Cet exercice démagogique visait à présenter Hollande comme étant « à l’écoute des Français » quand bien même les mesures qu’il a proposé sont totalement inadéquates pour lutter contre le chômage de masse, la pauvreté grandissante parmi les seniors en France et l’effondrement du service public dans les régions rurales, dus pour une bonne part à sa propre politique.

Il est significatif de noter que compte tenu des multiples conflits et des crises engendrés par les guerres que mène la France – en Afrique, en Syrie et en Irak, et avec l’OTAN contre la Russie au sujet de l’Ukraine – Hollande a aussi évoqué la possibilité que la France pouvait revenir au service militaire obligatoire pour les hommes et les femmes, une décennie après la fin du service militaire obligatoire pour les hommes. Il a précisé qu’il pourrait soumettre à un référendum public l’approbation d’une telle politique.

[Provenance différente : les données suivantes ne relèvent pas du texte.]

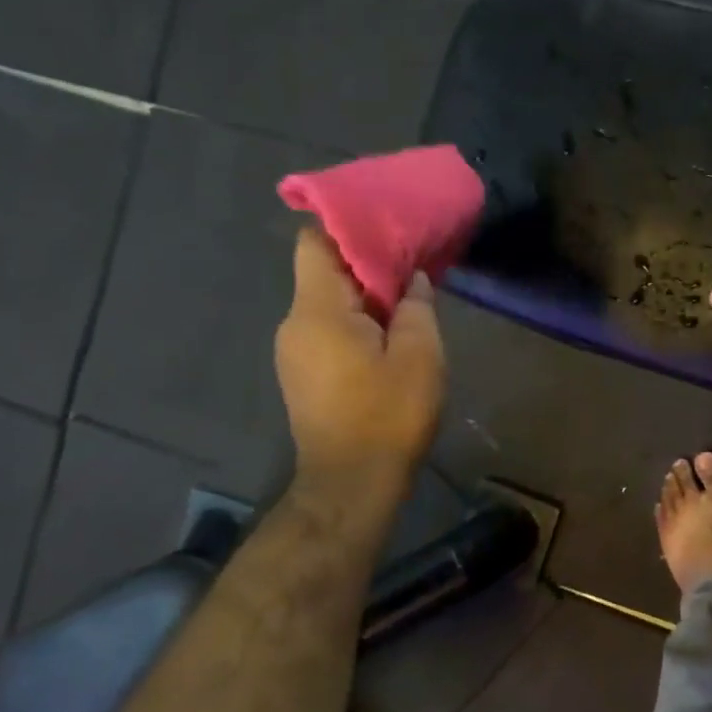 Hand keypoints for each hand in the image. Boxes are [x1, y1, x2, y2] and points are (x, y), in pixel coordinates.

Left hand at [274, 227, 443, 494]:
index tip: (387, 226)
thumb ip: (416, 307)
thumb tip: (412, 280)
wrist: (352, 485)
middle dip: (365, 263)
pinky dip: (355, 324)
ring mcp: (293, 352)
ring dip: (364, 298)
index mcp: (317, 310)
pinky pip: (326, 331)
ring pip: (327, 304)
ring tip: (406, 302)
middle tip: (411, 263)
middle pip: (323, 272)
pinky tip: (387, 338)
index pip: (314, 242)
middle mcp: (293, 324)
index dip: (348, 227)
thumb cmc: (388, 416)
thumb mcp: (419, 356)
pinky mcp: (301, 376)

La prestation de Hollande témoigne de la faillite du PS et de la « gauche » traditionnelle française. Une situation surréelle et dangereuse est apparue où l’ensemble du soutien de la « gauche » bourgeoise pour le PS dont la politique pro-patronale est indiscernable de celle du parti droitier de l’Union pour un mouvement populaire (UMP) a permis au FN de se présenter comme l’unique parti d’opposition en France.

La conférence de presse de Hollande est une véritable condamnation du soutien que les partis de la pseudo-gauche tels que le pabliste Nouveau Parti anticapitaliste (NPA) et le Front de Gauche de Jean-Luc Mélenchon ont apporté à Hollande au second tour des élections présidentielles de 2012.

« Le mot d’ordre, c’est de dégager Sarkozy [le président sortant de droite], » avait déclaré le candidat présidentiel du NPA, Philippe Poutou pour justifier son appel à voter pour Hollande au second tour en 2012, et « L’outil » pour cela « c’est Hollande. »

En fait, c’est le NPA qui a servi d’outil à Hollande – dont la politique est encore plus à droite que celle appliquée par Sarkozy – et donc à l’aristocratie financière en raison de l’illusion que ce parti a répandue que ce politicien réactionnaire pouvait être amené à faire une politique progressiste grâce aux « pressions exercées » sur lui.

La conférence de presse illustre le gouffre de classe qui sépare en France la « gauche » bourgeoise et les partis de la pseudo-gauche de la colère sociale explosive qui s’accumule contre le PS au sein de la classe ouvrière. Pendant que la désintégration de l’économie et du PS s’intensifie et que le FN augmente son électorat, le PS et ses alliés de la pseudo-gauche n’ont rien d’autre à offrir que davantage de guerres, une politique de libre marché et des attaques contre la population laborieuse.